В исторических исследованиях индивидуальный феномен конкретной империи и кажущаяся самоочевидной описательная функция категории «империи» всегда мешали обобщению и теоретическому осмыслению «имперских формаций» (термин Энн Стоулер). Исторические нарративы империй структурировались тем или иным реальным прототипом из числа многочисленных великих империй прошлого, и каждая из них, по-своему уникальная, влияла на траекторию развития других имперских формаций. Особое влияние на организующие нарративы исторических исследований оказали сюжеты возникновения и распространения наследия классических империй древности, особенно Римской империи – архетипической для современного исторического воображения [440] . Характерные черты Римской империи стали в глазах историков критерием «имперскости» других политических образований: разложение республиканских добродетелей и порядка; экспансионизм и притязания на охват всего «цивилизованного мира»; универсализм единого языка, культуры и гражданства в сочетании с пестротой многочисленных владений, в центре которых находится метрополия, представленная республикой (civitas) или военным вождем-правителем (imperator). Соперником Римской империи в имперских типологиях Старого Света выступает империя Чингисидов, которая оставила свой отпечаток на государственности России, Персии, державы Великих Моголов и Китая. Однако, несмотря на колоссальную территориальную протяженность и разнообразное наследие (в виде почтовой службы, системы налогообложения, религиозной терпимости или прагматизма), эта империя оказала ничтожное влияние на современное идеологическое конструирование феномена империи [441] . Изобретение «Тартарии» в Европе раннего Нового времени сильнейшим образом повлияло на формирование европейских представлений о «деспотическом» и «вечном» Другом на Востоке, который ожидает открытия, классификации и рационализации [442] .
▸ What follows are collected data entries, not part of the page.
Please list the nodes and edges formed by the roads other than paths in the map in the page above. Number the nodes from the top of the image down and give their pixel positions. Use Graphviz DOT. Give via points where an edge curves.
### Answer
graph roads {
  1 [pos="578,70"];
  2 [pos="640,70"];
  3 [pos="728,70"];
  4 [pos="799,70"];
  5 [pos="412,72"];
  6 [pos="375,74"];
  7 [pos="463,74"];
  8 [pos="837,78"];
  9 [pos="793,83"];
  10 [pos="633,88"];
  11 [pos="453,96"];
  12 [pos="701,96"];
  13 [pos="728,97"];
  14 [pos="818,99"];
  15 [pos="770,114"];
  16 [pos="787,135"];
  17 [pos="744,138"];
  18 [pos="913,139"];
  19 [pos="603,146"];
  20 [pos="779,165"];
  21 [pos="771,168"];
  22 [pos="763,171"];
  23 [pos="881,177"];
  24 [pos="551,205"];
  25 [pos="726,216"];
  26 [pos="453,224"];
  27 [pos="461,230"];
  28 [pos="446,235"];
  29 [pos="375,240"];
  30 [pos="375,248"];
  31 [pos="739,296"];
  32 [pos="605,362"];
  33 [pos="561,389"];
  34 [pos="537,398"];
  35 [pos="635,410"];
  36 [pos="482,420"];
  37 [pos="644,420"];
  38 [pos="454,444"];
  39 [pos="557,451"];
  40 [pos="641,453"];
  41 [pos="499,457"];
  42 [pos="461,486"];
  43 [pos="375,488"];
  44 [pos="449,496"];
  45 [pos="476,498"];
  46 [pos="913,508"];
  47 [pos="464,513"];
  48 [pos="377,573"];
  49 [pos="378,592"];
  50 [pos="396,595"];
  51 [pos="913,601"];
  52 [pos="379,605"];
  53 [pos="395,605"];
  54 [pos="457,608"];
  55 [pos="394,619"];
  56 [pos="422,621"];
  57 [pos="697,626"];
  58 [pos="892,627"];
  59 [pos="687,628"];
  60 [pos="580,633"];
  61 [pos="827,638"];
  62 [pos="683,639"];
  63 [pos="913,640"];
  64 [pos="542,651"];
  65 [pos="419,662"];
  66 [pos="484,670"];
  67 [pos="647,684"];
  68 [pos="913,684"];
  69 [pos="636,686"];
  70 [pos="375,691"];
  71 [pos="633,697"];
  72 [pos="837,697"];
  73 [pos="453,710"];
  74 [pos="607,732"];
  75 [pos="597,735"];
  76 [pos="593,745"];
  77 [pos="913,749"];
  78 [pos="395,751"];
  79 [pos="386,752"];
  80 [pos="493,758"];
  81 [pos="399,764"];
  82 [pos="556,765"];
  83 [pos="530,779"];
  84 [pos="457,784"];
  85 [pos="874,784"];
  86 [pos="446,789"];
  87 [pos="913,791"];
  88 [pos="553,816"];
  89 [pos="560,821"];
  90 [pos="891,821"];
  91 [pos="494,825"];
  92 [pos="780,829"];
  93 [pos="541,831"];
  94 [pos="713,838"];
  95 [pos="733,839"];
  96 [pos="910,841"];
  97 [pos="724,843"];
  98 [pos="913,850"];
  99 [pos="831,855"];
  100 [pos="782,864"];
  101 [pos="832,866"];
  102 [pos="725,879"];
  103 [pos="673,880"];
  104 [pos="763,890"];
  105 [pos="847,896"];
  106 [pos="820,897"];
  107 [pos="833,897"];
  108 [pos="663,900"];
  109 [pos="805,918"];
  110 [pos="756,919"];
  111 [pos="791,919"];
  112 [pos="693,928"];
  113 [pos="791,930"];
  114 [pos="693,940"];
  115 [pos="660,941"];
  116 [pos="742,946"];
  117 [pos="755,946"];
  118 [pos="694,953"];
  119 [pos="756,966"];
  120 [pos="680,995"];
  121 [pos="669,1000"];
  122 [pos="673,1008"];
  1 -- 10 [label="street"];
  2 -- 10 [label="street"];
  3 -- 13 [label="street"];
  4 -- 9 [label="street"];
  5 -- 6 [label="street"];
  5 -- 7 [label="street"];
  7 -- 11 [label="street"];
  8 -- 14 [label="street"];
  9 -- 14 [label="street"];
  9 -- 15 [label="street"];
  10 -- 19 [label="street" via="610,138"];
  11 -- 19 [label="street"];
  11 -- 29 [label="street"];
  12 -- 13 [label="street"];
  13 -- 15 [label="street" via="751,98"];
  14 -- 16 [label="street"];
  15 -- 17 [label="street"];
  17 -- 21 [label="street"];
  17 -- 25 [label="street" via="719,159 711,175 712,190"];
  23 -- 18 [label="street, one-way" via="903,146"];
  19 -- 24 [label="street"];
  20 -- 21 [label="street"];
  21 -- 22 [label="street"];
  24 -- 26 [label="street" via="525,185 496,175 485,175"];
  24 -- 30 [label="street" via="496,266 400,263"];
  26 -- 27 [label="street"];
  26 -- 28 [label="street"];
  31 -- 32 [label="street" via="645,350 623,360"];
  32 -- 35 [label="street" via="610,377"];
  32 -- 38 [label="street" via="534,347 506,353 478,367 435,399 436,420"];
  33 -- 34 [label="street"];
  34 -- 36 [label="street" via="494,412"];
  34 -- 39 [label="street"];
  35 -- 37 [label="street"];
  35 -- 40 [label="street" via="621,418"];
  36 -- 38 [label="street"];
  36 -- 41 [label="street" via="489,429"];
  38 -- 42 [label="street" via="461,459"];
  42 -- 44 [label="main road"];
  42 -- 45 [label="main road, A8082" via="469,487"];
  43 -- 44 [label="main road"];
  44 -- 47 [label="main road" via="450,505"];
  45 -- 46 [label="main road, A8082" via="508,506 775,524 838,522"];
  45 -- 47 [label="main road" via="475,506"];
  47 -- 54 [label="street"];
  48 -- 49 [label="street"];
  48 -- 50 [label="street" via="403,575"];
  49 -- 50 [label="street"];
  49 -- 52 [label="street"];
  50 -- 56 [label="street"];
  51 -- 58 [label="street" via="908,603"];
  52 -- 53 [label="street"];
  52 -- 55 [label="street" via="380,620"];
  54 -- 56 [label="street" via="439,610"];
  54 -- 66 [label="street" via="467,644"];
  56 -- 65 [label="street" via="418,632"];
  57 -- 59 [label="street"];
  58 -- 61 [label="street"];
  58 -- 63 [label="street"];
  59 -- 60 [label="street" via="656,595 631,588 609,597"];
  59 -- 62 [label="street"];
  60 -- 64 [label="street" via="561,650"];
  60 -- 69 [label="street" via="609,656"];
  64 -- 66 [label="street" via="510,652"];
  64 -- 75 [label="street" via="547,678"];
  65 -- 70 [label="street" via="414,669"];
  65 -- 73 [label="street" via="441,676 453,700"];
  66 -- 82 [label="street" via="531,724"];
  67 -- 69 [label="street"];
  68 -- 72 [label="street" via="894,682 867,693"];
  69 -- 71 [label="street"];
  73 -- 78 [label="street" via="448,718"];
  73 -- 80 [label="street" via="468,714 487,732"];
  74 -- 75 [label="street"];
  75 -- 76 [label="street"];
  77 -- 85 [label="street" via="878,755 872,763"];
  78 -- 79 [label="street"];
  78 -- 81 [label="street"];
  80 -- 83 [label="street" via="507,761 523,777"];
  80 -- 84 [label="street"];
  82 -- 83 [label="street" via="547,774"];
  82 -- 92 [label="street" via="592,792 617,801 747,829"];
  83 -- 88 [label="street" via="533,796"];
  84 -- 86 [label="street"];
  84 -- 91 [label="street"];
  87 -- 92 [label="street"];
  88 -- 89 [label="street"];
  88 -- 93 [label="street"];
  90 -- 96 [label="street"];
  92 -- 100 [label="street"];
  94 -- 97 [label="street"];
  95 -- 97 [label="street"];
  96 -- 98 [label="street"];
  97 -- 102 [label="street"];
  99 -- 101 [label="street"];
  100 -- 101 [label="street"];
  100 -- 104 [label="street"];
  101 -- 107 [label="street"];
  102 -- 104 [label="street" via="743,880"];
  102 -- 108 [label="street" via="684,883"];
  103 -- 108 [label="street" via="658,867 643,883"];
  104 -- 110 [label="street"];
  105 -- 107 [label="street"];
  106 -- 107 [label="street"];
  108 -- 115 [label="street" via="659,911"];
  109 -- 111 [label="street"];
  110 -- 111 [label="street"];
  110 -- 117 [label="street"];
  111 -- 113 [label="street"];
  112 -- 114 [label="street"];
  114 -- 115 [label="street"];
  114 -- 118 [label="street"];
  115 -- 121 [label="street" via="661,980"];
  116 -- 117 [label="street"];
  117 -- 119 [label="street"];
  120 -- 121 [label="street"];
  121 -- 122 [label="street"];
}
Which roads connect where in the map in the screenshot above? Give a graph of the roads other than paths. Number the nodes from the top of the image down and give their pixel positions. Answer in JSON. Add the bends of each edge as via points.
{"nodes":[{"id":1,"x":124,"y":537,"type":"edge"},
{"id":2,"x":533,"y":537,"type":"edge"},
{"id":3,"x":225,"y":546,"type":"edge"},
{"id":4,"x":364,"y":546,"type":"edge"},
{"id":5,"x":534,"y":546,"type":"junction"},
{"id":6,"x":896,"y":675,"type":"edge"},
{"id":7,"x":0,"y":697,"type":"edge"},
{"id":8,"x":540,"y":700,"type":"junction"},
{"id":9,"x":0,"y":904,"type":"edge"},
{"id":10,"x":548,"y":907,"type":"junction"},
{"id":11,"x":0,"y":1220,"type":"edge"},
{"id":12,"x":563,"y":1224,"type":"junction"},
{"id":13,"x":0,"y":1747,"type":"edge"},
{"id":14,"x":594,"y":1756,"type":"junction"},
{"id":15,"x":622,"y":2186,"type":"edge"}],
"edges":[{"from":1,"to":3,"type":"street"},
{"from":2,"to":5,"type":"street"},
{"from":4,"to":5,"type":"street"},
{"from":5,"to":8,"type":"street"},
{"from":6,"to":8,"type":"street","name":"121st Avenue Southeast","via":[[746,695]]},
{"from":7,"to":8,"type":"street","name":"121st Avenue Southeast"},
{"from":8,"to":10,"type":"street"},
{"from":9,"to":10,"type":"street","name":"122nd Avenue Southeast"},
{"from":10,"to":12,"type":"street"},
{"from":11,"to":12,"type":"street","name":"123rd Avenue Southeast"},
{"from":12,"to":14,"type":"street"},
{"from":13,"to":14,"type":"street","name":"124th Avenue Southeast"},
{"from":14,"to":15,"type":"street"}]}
Хотя исторические исследования империй зависят от нарративов, основанных на классических прототипах, они также предлагают аналитический инструментарий для разграничения исторически сформировавшихся различий имперских формаций и закономерностей исторического процесса. Так, историки подчеркивают разницу между домодерными и модерными империями. Древние империи характеризуются наличием формализованной политической структуры, они основаны на завоевании, у них нет могущественных соперников в лице суверенных территориальных государств и национализма [443] . Империи Нового времени рассматриваются как новые формы организации пространства и гегемонии, возникшие после Вестфальского мира и Французской революции. Они основаны на неформальном колониальном господстве, коммерческих связях и современной технологии [444] . Этот тип империи оказывается вполне совместимым и даже взаимосвязанным с идеей суверенного национального государства, распространяющего военное и экономическое влияние за пределы своих границ [445] . Вводя современный принцип суверенитета в Европе, этот тип имперской политии одновременно предлагал разделенный или неполноценный суверенитет за пределами «цивилизованного» континента [446] .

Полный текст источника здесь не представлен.